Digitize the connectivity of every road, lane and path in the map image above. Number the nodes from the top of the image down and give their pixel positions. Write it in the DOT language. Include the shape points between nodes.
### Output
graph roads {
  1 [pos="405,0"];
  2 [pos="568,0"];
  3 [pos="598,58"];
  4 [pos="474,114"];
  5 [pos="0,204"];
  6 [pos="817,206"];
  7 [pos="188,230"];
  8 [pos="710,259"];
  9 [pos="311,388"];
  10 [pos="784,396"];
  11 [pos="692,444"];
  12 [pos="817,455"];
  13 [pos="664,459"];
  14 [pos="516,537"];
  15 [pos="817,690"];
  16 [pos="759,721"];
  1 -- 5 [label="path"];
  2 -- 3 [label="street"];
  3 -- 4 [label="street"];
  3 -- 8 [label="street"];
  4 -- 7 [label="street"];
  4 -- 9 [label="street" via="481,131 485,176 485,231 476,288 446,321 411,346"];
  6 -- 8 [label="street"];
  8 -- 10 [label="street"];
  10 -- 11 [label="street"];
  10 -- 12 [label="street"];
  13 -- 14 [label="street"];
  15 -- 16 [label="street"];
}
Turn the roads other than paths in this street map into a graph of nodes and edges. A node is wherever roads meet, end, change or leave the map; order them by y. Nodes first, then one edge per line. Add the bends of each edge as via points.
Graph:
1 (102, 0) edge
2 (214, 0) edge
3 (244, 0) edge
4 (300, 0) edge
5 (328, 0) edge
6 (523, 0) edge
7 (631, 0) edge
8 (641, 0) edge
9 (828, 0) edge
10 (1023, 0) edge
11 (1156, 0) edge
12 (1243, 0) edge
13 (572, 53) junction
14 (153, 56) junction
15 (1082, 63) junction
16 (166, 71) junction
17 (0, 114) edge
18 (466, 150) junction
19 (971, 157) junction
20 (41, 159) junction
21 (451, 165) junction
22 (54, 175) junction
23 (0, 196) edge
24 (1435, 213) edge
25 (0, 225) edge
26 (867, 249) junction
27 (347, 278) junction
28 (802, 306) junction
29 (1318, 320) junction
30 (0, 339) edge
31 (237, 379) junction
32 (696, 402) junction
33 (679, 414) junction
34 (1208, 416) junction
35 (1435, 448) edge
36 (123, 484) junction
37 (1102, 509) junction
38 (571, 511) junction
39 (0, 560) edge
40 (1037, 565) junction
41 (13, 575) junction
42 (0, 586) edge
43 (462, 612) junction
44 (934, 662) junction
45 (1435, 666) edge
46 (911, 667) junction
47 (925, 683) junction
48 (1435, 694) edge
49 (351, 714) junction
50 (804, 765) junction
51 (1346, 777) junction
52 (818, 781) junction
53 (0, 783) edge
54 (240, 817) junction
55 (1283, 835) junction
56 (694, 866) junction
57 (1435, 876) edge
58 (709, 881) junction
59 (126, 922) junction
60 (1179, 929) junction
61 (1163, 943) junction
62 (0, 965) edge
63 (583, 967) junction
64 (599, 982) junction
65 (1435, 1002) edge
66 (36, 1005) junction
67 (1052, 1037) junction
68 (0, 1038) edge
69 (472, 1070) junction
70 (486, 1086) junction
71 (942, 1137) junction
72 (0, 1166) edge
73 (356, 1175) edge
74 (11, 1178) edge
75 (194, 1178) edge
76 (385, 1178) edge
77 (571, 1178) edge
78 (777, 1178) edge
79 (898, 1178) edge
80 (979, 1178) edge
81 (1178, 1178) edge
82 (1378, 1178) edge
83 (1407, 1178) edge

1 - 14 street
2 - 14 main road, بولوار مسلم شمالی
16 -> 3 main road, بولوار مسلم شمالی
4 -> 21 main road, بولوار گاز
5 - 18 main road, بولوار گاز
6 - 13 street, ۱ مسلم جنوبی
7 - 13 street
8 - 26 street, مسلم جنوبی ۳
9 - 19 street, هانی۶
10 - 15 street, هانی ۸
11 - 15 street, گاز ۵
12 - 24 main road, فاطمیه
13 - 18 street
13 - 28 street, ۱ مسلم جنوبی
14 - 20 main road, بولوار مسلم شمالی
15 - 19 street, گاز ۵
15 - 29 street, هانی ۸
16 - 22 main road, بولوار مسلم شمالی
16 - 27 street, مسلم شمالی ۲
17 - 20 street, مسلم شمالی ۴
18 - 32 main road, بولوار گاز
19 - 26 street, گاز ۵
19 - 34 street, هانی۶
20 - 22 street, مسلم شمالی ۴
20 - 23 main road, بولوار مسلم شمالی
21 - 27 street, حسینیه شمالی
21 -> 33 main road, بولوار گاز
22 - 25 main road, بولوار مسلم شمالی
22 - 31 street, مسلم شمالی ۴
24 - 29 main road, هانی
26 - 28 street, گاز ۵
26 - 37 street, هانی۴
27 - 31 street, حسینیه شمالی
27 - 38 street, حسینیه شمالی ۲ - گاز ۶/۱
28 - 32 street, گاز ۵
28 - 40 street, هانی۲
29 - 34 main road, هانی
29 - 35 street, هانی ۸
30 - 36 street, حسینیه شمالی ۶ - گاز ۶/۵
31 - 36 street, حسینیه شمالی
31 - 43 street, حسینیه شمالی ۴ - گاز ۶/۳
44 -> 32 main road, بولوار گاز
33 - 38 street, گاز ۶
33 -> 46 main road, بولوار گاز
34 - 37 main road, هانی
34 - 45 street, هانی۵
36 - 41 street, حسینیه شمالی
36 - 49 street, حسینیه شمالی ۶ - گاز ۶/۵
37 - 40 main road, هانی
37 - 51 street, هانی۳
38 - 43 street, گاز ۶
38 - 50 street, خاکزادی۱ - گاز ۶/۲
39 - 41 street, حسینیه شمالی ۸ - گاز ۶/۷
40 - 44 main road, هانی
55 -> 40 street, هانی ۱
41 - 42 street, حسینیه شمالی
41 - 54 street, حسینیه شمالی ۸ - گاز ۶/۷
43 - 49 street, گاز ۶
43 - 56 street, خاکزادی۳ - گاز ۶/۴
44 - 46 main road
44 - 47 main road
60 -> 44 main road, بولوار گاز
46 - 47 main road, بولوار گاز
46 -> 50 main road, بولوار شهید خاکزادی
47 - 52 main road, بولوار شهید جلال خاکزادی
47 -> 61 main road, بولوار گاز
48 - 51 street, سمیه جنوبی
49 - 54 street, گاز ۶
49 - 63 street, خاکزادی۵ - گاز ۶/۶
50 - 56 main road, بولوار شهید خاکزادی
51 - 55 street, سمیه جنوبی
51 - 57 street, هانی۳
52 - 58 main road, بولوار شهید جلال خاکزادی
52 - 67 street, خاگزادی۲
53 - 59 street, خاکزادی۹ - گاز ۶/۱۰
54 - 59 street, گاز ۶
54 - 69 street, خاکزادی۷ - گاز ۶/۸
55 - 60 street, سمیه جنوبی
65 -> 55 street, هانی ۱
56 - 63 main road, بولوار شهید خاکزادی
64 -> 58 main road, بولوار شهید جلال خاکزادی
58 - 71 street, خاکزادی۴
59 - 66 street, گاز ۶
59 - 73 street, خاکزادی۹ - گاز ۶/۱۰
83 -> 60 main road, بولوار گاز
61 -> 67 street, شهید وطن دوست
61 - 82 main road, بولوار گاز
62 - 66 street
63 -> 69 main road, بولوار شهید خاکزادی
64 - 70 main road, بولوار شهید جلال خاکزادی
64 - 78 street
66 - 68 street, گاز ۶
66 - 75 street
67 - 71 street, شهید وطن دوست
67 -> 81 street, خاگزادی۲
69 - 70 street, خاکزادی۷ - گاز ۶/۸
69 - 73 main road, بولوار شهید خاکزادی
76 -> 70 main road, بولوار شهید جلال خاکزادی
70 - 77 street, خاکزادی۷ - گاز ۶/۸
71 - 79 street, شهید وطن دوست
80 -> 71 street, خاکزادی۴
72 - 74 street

* * *

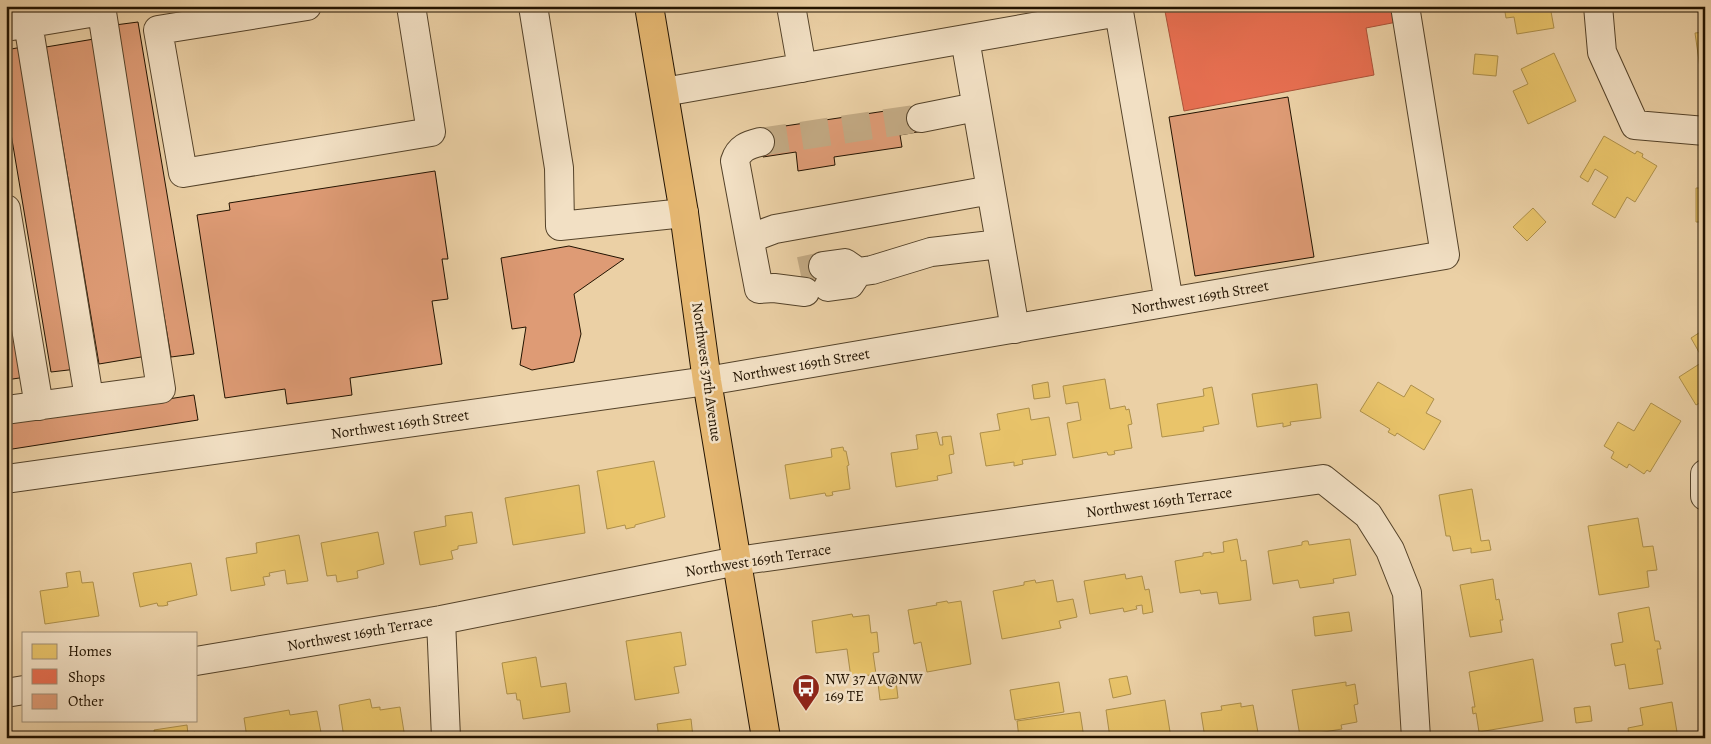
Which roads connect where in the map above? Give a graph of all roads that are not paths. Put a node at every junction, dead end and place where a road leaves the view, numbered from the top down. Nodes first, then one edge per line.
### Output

**Action item**: If a line in the entries holds the word "points", count it. Report the total only.

**Output below**: 2